Having watched about 300 campaign ads in the last 2 months (not an exaggeration), and having never heard the T-word once, I can confirm this. A puzzling campaign. Georgia 6 is a model GOP district. If I were the GOP Chamber of Commerce, I would lead off the Powerpoint with Georgia 6. It's a really nice place to live, clean and safe, with good companies always wanting to move there, lots of private gun ownership, low taxes and great football weather. There is a Republican governor and 2 Republican senators and a Republican congressional rep and it's worked out pretty well for the majority of people in that district who voted for those people. Even that I-85 on fire thingy got fixed weeks ahead of schedule. The only thing in my 15+ years of living in the region that has ever given the whites of north Metro Atlanta some pause is Trump. That's the only thing you could run on and hope to win.
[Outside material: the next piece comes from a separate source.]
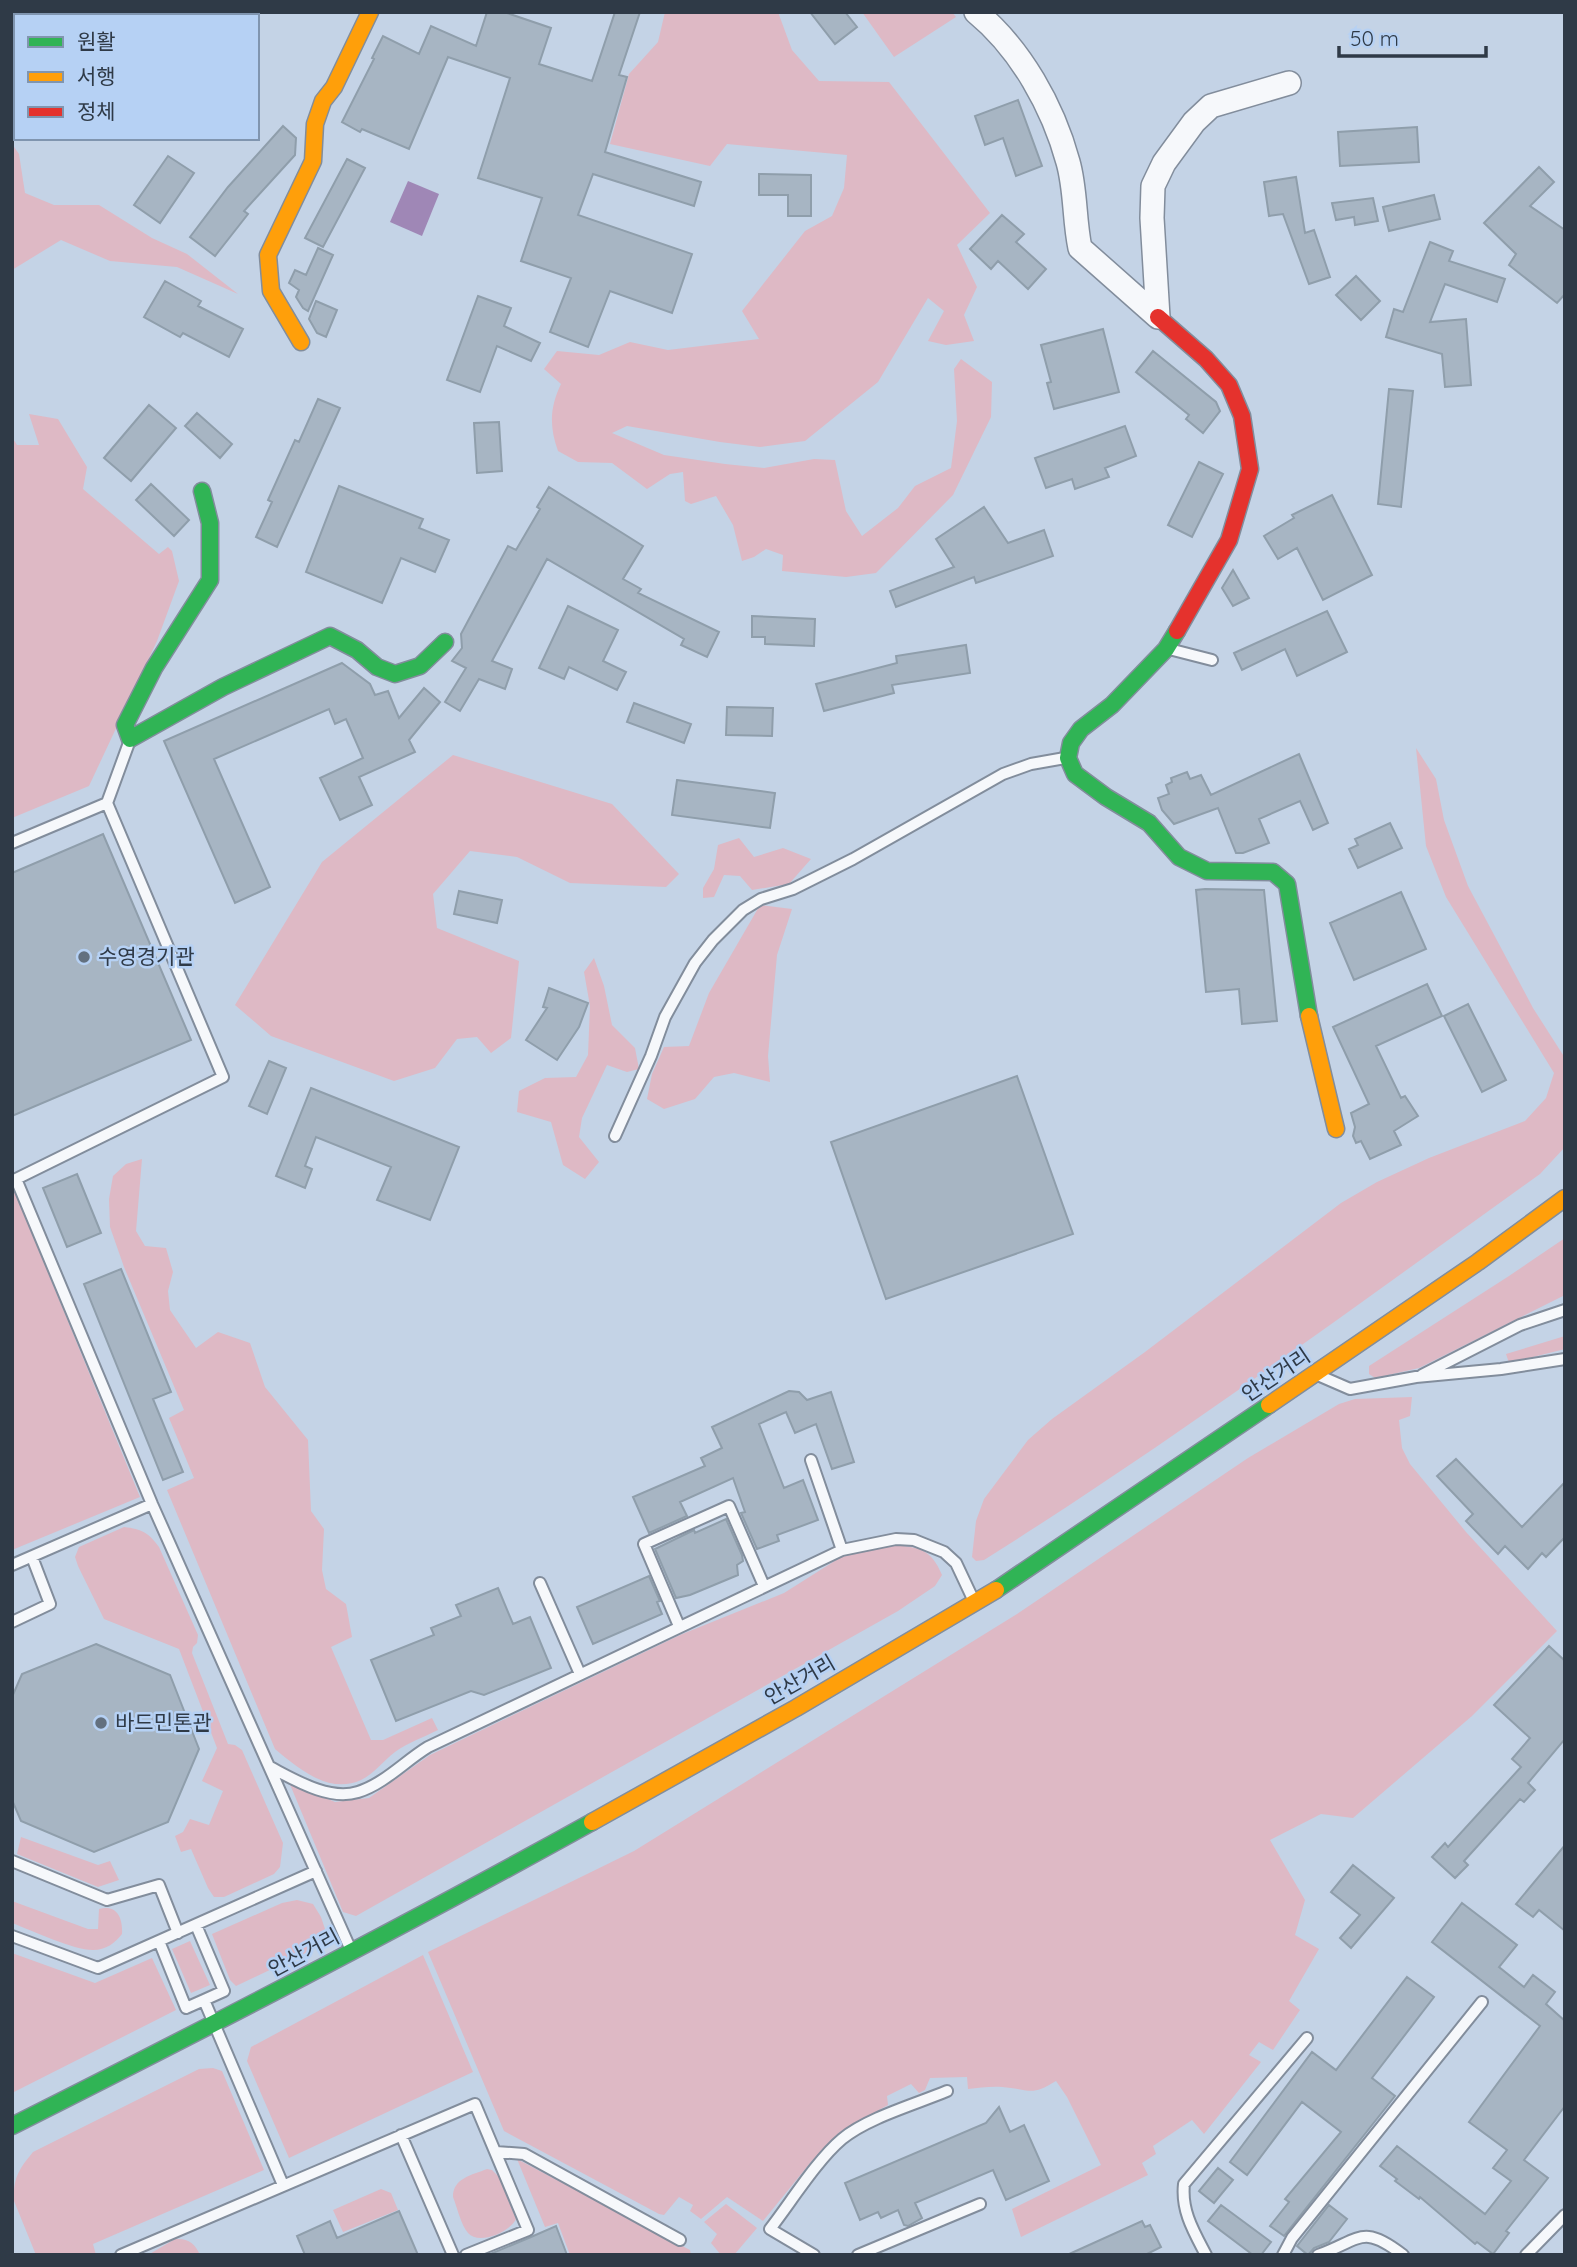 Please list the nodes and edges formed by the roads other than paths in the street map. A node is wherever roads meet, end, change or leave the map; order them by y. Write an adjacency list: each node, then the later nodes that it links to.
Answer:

I'm going to extrapolate based on my polling sample size of 2. Went on vacation with my sister's family this weekend, and she lives in GA-6, despite my mother telling me she didn't for the past several months. Would have been interested to discuss it as the campaign went on, but it would have involved me speaking to her, so probably wouldn't have mattered even if I knew. I don't think my sister has much interest in politics, but I think she lines up with Dems for the most part, or at least I think she does since she can't stand all of the Fundamentalists trying to get her to join their Church and her FB feed makes it seem like she has a lot of black friends. My sister proudly announced she refused to vote, because Ossoff pissed her off with the constant text messages, flyers, ads, and people knocking on her door. Same for her husband. I think making a huge deal of dumping millions of dollars into Ossoff did more to motivate Republicans. Both candidates seemed bland and weak.

What was amazing was my father's reaction to my sister. Prior to W. Bush, my father was a proud Conservative/Republican. Bush turned him Dem, and Trump turned him into a raging Liberal. My father looked furious with her, telling her she "let the Orange Man win" and do whatever he wants by refusing to vote.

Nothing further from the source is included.